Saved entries
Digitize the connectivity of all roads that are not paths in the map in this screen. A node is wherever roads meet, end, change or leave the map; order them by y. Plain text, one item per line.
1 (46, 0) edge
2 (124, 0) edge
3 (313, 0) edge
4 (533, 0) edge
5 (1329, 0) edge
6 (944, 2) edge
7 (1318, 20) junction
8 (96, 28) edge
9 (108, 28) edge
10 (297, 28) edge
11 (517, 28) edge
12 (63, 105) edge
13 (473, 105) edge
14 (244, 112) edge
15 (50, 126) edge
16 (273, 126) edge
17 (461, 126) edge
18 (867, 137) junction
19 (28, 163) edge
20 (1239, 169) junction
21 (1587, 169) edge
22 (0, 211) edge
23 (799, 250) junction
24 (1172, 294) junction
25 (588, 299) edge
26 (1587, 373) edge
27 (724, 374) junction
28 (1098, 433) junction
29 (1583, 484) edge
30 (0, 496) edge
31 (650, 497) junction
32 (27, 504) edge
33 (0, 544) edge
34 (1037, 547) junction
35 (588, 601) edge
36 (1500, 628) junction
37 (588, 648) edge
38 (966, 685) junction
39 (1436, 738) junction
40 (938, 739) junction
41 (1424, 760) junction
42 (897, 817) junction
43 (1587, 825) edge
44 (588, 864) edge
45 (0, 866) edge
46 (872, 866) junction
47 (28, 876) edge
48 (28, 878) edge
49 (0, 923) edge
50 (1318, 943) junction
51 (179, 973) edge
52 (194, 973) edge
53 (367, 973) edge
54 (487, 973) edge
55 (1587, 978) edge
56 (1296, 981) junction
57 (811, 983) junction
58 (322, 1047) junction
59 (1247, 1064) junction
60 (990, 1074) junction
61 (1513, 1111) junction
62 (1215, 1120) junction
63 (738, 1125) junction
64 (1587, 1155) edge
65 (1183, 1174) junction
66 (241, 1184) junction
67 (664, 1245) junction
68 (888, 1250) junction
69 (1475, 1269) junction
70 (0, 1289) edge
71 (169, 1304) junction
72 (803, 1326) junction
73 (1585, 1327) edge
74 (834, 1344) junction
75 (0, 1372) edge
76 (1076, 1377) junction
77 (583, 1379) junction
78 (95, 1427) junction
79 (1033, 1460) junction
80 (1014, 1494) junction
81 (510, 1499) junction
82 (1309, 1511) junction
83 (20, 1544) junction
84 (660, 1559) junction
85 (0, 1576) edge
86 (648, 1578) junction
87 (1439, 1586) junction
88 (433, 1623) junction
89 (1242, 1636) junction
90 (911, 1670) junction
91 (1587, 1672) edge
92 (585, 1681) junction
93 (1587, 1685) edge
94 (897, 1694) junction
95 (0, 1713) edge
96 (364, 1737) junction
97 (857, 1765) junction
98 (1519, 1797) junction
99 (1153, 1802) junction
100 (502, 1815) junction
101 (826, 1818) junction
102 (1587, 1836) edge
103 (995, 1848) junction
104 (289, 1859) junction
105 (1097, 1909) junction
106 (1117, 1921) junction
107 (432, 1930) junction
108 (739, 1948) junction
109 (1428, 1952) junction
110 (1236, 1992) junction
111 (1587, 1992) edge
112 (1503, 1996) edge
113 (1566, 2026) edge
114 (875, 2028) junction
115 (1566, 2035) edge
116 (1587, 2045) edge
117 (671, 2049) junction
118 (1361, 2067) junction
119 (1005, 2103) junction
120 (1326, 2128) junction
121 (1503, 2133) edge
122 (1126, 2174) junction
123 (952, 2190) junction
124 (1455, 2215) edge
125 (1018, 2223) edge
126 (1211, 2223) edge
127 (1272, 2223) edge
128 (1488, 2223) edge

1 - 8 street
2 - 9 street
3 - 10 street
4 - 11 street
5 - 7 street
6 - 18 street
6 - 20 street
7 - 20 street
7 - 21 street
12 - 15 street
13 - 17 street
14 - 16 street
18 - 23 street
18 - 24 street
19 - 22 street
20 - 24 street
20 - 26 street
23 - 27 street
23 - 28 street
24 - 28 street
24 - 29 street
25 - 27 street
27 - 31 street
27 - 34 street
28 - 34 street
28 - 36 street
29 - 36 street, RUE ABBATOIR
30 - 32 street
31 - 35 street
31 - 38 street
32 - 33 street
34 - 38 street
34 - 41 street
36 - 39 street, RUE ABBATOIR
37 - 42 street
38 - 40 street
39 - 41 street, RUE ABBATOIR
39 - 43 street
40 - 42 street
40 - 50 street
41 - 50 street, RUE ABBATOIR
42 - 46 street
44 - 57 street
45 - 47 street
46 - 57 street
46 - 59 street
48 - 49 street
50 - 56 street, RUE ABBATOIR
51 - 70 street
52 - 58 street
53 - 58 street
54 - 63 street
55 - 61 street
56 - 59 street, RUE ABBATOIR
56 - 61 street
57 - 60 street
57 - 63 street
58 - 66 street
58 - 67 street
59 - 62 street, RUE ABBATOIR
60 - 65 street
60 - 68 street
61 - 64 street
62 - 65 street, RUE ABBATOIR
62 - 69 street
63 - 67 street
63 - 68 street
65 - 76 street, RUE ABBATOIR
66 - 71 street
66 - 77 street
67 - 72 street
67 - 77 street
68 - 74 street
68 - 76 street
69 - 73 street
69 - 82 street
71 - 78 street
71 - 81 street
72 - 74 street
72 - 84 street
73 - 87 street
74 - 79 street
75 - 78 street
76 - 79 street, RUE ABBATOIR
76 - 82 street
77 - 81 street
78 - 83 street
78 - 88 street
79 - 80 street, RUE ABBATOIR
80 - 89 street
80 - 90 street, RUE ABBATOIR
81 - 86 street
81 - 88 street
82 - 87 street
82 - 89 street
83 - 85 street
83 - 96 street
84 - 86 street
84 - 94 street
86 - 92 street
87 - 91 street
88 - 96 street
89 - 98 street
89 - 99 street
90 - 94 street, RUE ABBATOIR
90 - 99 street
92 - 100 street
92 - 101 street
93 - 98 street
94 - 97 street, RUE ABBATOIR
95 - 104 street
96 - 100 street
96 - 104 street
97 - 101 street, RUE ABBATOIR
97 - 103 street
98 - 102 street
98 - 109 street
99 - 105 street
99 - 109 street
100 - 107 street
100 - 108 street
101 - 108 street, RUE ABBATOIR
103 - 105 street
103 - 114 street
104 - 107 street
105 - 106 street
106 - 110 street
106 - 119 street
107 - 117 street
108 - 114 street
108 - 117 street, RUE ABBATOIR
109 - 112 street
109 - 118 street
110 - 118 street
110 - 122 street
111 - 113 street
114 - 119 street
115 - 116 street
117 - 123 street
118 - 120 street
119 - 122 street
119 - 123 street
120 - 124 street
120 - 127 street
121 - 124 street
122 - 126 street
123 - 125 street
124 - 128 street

WHAT THE TASK ASKS | Would you repeat all of the entries exactly?

EXERCISE SOLUTION |
Digitize the connectivity of all roads that are not paths in the map in this screen. A node is wherever roads meet, end, change or leave the map; order them by y. Plain text, one item per line.
1 (46, 0) edge
2 (124, 0) edge
3 (313, 0) edge
4 (533, 0) edge
5 (1329, 0) edge
6 (944, 2) edge
7 (1318, 20) junction
8 (96, 28) edge
9 (108, 28) edge
10 (297, 28) edge
11 (517, 28) edge
12 (63, 105) edge
13 (473, 105) edge
14 (244, 112) edge
15 (50, 126) edge
16 (273, 126) edge
17 (461, 126) edge
18 (867, 137) junction
19 (28, 163) edge
20 (1239, 169) junction
21 (1587, 169) edge
22 (0, 211) edge
23 (799, 250) junction
24 (1172, 294) junction
25 (588, 299) edge
26 (1587, 373) edge
27 (724, 374) junction
28 (1098, 433) junction
29 (1583, 484) edge
30 (0, 496) edge
31 (650, 497) junction
32 (27, 504) edge
33 (0, 544) edge
34 (1037, 547) junction
35 (588, 601) edge
36 (1500, 628) junction
37 (588, 648) edge
38 (966, 685) junction
39 (1436, 738) junction
40 (938, 739) junction
41 (1424, 760) junction
42 (897, 817) junction
43 (1587, 825) edge
44 (588, 864) edge
45 (0, 866) edge
46 (872, 866) junction
47 (28, 876) edge
48 (28, 878) edge
49 (0, 923) edge
50 (1318, 943) junction
51 (179, 973) edge
52 (194, 973) edge
53 (367, 973) edge
54 (487, 973) edge
55 (1587, 978) edge
56 (1296, 981) junction
57 (811, 983) junction
58 (322, 1047) junction
59 (1247, 1064) junction
60 (990, 1074) junction
61 (1513, 1111) junction
62 (1215, 1120) junction
63 (738, 1125) junction
64 (1587, 1155) edge
65 (1183, 1174) junction
66 (241, 1184) junction
67 (664, 1245) junction
68 (888, 1250) junction
69 (1475, 1269) junction
70 (0, 1289) edge
71 (169, 1304) junction
72 (803, 1326) junction
73 (1585, 1327) edge
74 (834, 1344) junction
75 (0, 1372) edge
76 (1076, 1377) junction
77 (583, 1379) junction
78 (95, 1427) junction
79 (1033, 1460) junction
80 (1014, 1494) junction
81 (510, 1499) junction
82 (1309, 1511) junction
83 (20, 1544) junction
84 (660, 1559) junction
85 (0, 1576) edge
86 (648, 1578) junction
87 (1439, 1586) junction
88 (433, 1623) junction
89 (1242, 1636) junction
90 (911, 1670) junction
91 (1587, 1672) edge
92 (585, 1681) junction
93 (1587, 1685) edge
94 (897, 1694) junction
95 (0, 1713) edge
96 (364, 1737) junction
97 (857, 1765) junction
98 (1519, 1797) junction
99 (1153, 1802) junction
100 (502, 1815) junction
101 (826, 1818) junction
102 (1587, 1836) edge
103 (995, 1848) junction
104 (289, 1859) junction
105 (1097, 1909) junction
106 (1117, 1921) junction
107 (432, 1930) junction
108 (739, 1948) junction
109 (1428, 1952) junction
110 (1236, 1992) junction
111 (1587, 1992) edge
112 (1503, 1996) edge
113 (1566, 2026) edge
114 (875, 2028) junction
115 (1566, 2035) edge
116 (1587, 2045) edge
117 (671, 2049) junction
118 (1361, 2067) junction
119 (1005, 2103) junction
120 (1326, 2128) junction
121 (1503, 2133) edge
122 (1126, 2174) junction
123 (952, 2190) junction
124 (1455, 2215) edge
125 (1018, 2223) edge
126 (1211, 2223) edge
127 (1272, 2223) edge
128 (1488, 2223) edge

1 - 8 street
2 - 9 street
3 - 10 street
4 - 11 street
5 - 7 street
6 - 18 street
6 - 20 street
7 - 20 street
7 - 21 street
12 - 15 street
13 - 17 street
14 - 16 street
18 - 23 street
18 - 24 street
19 - 22 street
20 - 24 street
20 - 26 street
23 - 27 street
23 - 28 street
24 - 28 street
24 - 29 street
25 - 27 street
27 - 31 street
27 - 34 street
28 - 34 street
28 - 36 street
29 - 36 street, RUE ABBATOIR
30 - 32 street
31 - 35 street
31 - 38 street
32 - 33 street
34 - 38 street
34 - 41 street
36 - 39 street, RUE ABBATOIR
37 - 42 street
38 - 40 street
39 - 41 street, RUE ABBATOIR
39 - 43 street
40 - 42 street
40 - 50 street
41 - 50 street, RUE ABBATOIR
42 - 46 street
44 - 57 street
45 - 47 street
46 - 57 street
46 - 59 street
48 - 49 street
50 - 56 street, RUE ABBATOIR
51 - 70 street
52 - 58 street
53 - 58 street
54 - 63 street
55 - 61 street
56 - 59 street, RUE ABBATOIR
56 - 61 street
57 - 60 street
57 - 63 street
58 - 66 street
58 - 67 street
59 - 62 street, RUE ABBATOIR
60 - 65 street
60 - 68 street
61 - 64 street
62 - 65 street, RUE ABBATOIR
62 - 69 street
63 - 67 street
63 - 68 street
65 - 76 street, RUE ABBATOIR
66 - 71 street
66 - 77 street
67 - 72 street
67 - 77 street
68 - 74 street
68 - 76 street
69 - 73 street
69 - 82 street
71 - 78 street
71 - 81 street
72 - 74 street
72 - 84 street
73 - 87 street
74 - 79 street
75 - 78 street
76 - 79 street, RUE ABBATOIR
76 - 82 street
77 - 81 street
78 - 83 street
78 - 88 street
79 - 80 street, RUE ABBATOIR
80 - 89 street
80 - 90 street, RUE ABBATOIR
81 - 86 street
81 - 88 street
82 - 87 street
82 - 89 street
83 - 85 street
83 - 96 street
84 - 86 street
84 - 94 street
86 - 92 street
87 - 91 street
88 - 96 street
89 - 98 street
89 - 99 street
90 - 94 street, RUE ABBATOIR
90 - 99 street
92 - 100 street
92 - 101 street
93 - 98 street
94 - 97 street, RUE ABBATOIR
95 - 104 street
96 - 100 street
96 - 104 street
97 - 101 street, RUE ABBATOIR
97 - 103 street
98 - 102 street
98 - 109 street
99 - 105 street
99 - 109 street
100 - 107 street
100 - 108 street
101 - 108 street, RUE ABBATOIR
103 - 105 street
103 - 114 street
104 - 107 street
105 - 106 street
106 - 110 street
106 - 119 street
107 - 117 street
108 - 114 street
108 - 117 street, RUE ABBATOIR
109 - 112 street
109 - 118 street
110 - 118 street
110 - 122 street
111 - 113 street
114 - 119 street
115 - 116 street
117 - 123 street
118 - 120 street
119 - 122 street
119 - 123 street
120 - 124 street
120 - 127 street
121 - 124 street
122 - 126 street
123 - 125 street
124 - 128 street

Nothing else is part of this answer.